Your goal → Those lines of the records that contain "them" are to be located and copied.

▼

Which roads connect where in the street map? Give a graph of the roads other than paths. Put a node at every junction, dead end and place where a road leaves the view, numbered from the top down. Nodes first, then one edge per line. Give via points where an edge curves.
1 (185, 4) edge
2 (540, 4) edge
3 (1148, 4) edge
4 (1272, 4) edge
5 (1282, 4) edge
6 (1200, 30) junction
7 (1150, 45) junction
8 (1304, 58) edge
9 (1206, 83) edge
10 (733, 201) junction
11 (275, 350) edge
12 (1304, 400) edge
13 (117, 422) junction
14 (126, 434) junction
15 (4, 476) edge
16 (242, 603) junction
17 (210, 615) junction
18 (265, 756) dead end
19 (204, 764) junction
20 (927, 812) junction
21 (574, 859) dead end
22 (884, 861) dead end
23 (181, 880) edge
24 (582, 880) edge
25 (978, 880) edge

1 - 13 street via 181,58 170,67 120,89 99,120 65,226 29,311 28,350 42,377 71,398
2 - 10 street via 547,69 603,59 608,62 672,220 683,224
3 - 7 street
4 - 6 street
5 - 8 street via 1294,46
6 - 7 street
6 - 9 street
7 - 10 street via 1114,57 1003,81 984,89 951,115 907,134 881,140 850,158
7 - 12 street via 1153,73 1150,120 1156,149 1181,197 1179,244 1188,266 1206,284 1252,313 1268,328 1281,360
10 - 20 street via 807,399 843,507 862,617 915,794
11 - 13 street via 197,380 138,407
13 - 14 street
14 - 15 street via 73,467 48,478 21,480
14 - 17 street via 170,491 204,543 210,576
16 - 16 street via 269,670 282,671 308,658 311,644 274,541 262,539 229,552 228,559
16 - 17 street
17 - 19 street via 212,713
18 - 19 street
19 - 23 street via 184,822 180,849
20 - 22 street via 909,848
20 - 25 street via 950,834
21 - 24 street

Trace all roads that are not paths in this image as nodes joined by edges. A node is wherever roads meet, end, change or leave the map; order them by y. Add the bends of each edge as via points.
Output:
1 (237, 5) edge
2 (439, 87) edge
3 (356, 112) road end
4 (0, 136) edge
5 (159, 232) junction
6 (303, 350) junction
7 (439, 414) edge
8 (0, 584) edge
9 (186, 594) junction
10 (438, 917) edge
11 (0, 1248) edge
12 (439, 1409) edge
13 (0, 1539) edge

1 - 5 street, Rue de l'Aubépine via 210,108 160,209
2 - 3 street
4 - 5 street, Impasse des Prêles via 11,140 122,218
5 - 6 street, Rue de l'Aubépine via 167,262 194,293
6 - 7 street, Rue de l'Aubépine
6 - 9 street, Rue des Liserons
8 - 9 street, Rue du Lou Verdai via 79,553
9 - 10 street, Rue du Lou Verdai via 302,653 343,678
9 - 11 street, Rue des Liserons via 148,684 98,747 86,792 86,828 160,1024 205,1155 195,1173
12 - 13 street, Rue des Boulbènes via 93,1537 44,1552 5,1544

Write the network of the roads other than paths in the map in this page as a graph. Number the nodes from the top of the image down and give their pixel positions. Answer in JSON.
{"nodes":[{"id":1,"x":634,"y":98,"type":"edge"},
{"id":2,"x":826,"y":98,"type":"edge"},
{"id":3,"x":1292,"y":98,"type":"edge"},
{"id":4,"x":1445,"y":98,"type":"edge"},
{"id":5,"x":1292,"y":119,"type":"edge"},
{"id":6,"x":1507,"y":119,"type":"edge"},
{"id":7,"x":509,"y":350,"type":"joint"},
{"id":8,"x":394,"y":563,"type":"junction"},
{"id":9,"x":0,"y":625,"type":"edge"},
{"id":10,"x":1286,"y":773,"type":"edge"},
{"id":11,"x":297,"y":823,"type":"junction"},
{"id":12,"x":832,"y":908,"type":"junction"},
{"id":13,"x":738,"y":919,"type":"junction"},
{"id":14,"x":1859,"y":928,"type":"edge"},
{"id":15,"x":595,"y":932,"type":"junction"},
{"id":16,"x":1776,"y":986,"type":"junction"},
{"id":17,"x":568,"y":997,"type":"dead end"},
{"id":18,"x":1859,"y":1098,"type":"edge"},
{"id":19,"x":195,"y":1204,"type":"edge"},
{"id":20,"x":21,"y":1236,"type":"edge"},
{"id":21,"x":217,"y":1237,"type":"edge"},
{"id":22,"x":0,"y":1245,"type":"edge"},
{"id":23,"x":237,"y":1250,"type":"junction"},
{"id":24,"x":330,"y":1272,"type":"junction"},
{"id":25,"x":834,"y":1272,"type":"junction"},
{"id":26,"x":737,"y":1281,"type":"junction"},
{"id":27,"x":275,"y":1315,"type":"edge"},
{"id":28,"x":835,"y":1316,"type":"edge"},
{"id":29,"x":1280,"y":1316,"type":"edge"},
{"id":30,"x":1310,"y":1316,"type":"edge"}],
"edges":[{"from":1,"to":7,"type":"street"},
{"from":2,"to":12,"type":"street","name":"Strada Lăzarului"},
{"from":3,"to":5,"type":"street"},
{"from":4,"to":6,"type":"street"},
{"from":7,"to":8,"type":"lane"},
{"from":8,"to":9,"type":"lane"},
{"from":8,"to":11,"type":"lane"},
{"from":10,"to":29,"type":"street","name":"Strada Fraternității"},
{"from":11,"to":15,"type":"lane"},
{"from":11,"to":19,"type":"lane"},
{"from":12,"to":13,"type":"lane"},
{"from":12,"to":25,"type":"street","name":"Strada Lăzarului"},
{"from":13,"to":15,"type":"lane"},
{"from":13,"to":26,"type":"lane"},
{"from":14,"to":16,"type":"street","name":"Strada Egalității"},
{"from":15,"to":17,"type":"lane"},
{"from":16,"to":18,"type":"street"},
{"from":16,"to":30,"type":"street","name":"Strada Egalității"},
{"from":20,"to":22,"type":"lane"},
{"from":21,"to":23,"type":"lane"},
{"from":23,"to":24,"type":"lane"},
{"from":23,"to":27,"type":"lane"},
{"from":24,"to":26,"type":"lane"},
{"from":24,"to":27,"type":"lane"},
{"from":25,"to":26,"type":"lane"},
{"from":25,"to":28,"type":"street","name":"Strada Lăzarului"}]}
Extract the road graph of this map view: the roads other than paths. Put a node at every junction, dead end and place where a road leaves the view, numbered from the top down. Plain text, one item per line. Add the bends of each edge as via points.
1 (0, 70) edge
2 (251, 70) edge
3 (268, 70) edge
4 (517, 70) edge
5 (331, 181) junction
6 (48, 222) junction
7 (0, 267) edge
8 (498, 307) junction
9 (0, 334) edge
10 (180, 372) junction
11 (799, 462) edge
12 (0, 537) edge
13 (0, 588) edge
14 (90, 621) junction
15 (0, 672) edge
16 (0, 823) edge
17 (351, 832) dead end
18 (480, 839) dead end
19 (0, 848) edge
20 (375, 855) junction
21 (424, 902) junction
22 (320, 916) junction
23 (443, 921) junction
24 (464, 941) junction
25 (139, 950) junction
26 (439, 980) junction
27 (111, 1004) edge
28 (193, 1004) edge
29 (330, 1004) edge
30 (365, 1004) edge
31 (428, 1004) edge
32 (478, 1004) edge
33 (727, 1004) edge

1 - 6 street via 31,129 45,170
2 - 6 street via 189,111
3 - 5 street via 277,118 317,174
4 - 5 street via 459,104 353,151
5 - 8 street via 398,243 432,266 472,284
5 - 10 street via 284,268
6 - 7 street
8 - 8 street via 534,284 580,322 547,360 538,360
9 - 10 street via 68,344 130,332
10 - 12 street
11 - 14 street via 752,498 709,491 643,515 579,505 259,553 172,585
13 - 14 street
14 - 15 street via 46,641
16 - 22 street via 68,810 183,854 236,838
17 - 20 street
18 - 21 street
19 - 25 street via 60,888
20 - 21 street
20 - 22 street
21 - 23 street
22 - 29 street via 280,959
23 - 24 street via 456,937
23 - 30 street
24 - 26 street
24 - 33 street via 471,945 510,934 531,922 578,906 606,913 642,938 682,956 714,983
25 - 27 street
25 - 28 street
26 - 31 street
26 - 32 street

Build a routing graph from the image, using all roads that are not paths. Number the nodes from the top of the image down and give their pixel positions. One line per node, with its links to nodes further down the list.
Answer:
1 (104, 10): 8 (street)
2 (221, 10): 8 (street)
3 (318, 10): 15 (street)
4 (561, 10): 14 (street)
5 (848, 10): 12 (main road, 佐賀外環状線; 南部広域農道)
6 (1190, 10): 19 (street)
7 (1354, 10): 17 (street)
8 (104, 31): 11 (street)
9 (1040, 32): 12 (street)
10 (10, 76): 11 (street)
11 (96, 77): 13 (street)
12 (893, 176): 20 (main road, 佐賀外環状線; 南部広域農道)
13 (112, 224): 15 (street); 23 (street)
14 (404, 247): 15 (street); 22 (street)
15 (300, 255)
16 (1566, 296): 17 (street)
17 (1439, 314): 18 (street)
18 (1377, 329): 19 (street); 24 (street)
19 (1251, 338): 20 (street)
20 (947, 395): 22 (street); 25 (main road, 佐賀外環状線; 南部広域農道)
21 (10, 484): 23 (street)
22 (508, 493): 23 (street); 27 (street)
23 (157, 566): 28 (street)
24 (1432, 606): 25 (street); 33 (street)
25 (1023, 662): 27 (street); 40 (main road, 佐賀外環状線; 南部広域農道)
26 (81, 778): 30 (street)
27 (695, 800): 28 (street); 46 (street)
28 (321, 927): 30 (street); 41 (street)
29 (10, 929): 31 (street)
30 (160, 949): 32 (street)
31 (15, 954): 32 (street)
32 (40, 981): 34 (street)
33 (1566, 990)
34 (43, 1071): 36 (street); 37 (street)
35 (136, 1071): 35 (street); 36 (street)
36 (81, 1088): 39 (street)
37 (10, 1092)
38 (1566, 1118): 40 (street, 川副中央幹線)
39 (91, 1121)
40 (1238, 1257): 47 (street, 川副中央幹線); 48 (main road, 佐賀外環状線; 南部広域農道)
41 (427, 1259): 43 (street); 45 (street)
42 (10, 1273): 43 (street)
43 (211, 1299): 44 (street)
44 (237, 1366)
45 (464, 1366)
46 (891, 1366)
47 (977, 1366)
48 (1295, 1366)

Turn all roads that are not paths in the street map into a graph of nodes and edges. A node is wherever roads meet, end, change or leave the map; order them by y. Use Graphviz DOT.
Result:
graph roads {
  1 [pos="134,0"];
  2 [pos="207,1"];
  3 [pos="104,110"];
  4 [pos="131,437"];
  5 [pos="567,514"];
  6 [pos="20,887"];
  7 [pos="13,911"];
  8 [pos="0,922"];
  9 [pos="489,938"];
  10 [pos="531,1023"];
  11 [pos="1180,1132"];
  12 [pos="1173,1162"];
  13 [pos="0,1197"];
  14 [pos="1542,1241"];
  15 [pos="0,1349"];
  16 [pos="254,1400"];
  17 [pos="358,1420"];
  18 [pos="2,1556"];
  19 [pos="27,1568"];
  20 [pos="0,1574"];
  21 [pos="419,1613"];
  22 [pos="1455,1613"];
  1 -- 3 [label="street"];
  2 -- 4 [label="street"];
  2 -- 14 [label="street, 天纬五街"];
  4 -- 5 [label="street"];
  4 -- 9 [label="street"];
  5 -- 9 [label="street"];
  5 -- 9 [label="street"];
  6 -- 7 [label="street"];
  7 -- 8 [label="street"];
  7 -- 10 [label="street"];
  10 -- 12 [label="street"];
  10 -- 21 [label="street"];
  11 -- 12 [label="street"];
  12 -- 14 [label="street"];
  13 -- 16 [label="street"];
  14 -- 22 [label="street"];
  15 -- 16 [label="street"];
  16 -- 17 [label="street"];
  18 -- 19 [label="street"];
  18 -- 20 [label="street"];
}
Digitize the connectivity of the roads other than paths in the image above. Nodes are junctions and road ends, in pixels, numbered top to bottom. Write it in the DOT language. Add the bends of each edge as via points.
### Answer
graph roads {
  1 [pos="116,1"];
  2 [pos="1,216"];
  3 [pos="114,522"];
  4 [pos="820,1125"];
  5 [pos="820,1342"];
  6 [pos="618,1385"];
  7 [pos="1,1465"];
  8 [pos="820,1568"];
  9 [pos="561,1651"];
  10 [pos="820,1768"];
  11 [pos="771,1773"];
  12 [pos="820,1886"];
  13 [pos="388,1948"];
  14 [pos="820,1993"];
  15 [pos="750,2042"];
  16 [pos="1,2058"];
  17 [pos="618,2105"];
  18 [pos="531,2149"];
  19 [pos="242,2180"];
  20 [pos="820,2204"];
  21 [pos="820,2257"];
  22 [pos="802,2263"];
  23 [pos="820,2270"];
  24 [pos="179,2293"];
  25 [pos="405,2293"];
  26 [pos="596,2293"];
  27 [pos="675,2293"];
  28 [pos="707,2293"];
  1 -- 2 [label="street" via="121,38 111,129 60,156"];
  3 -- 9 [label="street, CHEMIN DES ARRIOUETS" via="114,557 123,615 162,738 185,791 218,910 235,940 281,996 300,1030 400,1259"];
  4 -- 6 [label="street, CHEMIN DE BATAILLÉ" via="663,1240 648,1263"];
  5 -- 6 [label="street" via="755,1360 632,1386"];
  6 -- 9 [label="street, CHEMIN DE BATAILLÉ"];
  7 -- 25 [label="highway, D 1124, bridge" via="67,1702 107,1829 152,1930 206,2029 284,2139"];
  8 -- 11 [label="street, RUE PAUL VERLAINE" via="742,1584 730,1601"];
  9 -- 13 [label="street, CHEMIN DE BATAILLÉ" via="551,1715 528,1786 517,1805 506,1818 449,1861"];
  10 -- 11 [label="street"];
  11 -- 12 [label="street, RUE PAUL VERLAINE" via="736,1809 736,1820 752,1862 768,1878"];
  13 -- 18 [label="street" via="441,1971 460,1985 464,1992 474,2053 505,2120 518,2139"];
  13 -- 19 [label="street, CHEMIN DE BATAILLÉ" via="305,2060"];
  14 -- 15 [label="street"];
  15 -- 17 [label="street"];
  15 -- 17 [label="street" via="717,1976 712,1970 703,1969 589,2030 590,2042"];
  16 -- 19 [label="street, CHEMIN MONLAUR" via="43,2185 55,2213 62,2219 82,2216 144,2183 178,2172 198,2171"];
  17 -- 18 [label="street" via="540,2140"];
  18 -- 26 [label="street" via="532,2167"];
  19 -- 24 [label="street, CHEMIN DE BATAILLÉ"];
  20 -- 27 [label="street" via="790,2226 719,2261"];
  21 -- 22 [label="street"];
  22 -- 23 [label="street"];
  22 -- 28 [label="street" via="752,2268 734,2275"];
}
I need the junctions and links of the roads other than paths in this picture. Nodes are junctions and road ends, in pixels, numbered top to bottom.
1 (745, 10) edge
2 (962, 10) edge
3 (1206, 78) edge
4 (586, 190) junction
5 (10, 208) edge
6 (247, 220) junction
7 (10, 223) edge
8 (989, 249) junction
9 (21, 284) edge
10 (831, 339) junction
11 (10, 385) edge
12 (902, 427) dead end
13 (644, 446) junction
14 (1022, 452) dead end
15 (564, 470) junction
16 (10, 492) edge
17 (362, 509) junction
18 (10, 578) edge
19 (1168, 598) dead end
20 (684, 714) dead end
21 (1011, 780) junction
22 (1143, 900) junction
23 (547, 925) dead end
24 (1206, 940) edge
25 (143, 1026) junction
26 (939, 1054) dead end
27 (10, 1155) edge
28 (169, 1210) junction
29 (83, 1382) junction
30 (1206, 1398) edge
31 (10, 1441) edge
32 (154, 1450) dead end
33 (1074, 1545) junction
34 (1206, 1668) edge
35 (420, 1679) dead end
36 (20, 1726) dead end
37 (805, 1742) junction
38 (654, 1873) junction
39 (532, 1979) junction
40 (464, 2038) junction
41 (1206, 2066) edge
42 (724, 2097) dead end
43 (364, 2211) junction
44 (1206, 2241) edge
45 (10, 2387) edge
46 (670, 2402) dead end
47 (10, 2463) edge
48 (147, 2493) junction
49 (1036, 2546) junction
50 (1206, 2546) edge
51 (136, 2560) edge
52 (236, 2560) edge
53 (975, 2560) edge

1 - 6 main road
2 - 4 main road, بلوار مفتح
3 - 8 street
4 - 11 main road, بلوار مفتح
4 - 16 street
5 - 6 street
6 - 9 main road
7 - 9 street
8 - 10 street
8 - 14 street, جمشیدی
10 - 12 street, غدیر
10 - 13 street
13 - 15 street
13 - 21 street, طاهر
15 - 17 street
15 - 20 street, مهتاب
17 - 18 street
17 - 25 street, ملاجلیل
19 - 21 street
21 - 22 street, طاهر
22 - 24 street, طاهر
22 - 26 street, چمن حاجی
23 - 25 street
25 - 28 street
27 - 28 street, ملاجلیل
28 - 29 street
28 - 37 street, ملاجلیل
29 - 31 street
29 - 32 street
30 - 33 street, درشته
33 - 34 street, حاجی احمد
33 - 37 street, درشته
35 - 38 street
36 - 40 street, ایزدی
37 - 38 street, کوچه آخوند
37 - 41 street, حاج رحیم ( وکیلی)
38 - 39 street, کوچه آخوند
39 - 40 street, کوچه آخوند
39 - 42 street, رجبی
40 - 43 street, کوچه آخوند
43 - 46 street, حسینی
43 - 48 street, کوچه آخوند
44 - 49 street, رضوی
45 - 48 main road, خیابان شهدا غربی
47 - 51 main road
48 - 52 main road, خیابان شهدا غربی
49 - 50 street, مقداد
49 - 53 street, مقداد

▲

Output →
Trace all roads that are not paths in this image as nodes joined by edges. A node is wherever roads meet, end, change or leave the map; order them by y. Add the bends of each edge as via points.
Turn all roads that are not paths in the street map into a graph of nodes and edges. A node is wherever roads meet, end, change or leave the map; order them by y. Use Graphviz DOT.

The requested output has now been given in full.